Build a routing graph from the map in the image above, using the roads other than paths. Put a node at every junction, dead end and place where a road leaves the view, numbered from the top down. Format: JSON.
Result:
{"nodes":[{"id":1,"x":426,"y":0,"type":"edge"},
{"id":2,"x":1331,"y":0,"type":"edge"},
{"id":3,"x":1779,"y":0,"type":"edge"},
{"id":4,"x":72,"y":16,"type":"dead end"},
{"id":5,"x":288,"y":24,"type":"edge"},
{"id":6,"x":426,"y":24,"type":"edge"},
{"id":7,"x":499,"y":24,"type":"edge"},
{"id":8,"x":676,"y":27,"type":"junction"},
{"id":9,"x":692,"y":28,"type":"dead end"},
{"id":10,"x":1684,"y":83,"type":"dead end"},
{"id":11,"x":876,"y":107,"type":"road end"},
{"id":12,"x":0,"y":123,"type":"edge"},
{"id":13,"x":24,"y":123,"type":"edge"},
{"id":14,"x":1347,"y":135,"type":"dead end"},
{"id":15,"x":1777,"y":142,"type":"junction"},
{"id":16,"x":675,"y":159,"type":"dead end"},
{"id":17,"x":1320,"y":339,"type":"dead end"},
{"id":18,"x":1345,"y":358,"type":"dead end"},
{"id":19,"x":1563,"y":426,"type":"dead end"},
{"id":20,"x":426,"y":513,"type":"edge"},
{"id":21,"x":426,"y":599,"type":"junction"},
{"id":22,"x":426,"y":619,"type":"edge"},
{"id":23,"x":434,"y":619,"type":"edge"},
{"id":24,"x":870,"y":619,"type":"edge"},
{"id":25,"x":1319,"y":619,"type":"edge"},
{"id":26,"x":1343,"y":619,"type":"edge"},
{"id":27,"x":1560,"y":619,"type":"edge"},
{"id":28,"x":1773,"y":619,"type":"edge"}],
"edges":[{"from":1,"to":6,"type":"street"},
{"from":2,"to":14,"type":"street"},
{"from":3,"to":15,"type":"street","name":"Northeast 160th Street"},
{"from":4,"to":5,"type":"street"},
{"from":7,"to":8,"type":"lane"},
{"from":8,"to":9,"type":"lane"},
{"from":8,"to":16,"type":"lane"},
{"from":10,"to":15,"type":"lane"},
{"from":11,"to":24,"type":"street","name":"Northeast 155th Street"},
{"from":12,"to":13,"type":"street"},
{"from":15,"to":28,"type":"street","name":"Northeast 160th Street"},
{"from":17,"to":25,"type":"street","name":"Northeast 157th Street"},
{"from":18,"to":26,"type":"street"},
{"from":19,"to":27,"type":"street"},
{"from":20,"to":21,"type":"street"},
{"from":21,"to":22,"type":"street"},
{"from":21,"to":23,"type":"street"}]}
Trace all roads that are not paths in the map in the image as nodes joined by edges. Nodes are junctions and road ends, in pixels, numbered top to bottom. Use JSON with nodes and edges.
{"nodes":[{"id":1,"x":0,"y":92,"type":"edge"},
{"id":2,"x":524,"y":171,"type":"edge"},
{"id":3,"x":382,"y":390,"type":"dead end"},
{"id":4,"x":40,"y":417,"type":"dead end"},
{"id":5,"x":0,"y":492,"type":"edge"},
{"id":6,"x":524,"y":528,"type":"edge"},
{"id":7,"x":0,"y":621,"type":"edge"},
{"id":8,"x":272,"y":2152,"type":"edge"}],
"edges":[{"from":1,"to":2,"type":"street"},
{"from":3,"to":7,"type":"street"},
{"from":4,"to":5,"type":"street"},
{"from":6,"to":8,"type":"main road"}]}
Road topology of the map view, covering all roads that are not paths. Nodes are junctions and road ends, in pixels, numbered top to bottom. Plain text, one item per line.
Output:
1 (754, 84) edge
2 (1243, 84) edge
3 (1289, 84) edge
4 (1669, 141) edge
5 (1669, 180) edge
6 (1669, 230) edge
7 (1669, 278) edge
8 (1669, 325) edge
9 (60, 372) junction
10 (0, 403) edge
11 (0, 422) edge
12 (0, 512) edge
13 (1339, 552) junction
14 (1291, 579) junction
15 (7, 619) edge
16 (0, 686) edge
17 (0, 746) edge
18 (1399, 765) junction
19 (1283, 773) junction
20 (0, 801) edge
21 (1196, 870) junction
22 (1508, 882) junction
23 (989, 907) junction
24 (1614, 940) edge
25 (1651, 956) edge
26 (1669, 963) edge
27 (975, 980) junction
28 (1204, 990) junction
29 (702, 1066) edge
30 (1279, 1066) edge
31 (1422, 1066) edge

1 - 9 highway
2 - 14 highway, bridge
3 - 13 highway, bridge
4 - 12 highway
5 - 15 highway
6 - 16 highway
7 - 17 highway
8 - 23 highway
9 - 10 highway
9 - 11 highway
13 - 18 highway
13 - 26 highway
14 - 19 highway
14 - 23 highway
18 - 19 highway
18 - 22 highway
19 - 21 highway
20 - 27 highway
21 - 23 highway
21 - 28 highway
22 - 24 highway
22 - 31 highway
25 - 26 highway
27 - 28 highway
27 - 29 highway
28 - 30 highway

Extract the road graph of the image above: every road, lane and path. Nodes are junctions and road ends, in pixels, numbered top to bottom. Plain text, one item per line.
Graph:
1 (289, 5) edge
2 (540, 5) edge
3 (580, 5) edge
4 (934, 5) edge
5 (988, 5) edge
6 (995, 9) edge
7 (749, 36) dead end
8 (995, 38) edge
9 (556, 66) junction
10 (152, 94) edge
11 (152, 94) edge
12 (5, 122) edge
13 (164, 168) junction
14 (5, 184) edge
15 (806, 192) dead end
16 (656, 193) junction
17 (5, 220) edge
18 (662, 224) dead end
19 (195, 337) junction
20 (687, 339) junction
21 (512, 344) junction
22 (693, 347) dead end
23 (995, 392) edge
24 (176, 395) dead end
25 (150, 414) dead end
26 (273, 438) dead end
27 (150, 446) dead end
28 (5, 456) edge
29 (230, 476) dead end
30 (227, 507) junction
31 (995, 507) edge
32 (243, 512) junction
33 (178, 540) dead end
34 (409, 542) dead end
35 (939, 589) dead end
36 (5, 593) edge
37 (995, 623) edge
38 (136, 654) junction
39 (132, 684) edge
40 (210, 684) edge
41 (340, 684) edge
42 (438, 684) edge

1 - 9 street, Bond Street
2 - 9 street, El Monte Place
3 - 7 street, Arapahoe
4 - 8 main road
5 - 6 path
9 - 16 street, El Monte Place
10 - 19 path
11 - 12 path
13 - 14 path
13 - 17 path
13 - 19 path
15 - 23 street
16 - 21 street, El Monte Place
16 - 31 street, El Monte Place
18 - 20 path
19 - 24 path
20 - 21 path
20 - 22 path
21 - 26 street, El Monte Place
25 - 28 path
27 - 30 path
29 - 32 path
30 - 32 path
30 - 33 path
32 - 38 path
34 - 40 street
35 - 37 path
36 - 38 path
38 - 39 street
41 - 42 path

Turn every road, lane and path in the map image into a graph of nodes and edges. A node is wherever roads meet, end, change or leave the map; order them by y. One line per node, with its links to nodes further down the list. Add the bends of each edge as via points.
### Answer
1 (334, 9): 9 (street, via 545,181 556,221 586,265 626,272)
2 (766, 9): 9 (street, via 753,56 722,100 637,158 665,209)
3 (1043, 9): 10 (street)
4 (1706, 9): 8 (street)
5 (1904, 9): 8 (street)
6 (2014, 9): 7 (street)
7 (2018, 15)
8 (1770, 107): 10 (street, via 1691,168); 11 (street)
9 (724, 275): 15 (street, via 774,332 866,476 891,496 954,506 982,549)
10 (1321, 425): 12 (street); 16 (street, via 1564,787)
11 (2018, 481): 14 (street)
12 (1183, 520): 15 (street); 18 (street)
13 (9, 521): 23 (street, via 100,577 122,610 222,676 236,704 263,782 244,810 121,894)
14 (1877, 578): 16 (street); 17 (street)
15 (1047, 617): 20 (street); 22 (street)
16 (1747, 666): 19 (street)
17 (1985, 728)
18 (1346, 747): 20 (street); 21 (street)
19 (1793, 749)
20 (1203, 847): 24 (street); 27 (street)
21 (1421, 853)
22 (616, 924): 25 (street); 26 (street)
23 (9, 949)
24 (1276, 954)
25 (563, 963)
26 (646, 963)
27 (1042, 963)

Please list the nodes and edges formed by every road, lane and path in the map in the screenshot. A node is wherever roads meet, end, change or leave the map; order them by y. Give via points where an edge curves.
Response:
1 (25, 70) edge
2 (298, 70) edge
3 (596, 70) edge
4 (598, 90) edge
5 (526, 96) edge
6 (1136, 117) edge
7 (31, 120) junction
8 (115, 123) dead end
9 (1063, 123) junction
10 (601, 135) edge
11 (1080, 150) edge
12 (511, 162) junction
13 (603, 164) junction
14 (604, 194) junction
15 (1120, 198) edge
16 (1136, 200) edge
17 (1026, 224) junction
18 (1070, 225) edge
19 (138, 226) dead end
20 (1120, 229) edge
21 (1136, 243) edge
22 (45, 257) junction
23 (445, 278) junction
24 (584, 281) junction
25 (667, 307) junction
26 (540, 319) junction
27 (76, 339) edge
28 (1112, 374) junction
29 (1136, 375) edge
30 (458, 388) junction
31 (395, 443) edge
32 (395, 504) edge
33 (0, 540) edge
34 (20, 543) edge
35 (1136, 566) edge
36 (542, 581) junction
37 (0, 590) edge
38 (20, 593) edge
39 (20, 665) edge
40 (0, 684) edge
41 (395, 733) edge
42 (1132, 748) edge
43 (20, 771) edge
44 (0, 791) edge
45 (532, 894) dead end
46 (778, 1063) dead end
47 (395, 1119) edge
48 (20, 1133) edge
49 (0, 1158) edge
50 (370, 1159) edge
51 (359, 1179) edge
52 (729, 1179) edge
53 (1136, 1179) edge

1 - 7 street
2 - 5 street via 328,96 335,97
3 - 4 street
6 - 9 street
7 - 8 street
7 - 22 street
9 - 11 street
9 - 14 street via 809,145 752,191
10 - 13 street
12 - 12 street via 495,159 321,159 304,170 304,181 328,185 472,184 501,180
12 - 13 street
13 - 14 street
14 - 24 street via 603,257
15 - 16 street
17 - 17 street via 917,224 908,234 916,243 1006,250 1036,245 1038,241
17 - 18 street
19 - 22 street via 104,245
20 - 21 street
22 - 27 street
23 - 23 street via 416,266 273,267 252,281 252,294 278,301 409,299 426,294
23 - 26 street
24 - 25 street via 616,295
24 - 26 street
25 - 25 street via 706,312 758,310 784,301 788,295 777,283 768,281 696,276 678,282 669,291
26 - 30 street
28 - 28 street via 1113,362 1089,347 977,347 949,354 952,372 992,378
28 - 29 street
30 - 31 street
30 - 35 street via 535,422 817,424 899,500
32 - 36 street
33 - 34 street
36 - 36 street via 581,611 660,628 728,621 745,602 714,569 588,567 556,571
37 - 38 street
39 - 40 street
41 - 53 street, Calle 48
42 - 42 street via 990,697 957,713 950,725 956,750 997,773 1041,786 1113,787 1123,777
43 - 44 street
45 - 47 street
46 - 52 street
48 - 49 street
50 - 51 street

++++

_Exercise description:_ In the entries above, find lines with "view" and copy each.

_Result of the task:_
Build a routing graph from the map in the image above, using the roads other than paths. Put a node at every junction, dead end and place where a road leaves the view, numbered from the top down. Format: JSON.
Road topology of the map view, covering all roads that are not paths. Nodes are junctions and road ends, in pixels, numbered top to bottom. Plain text, one item per line.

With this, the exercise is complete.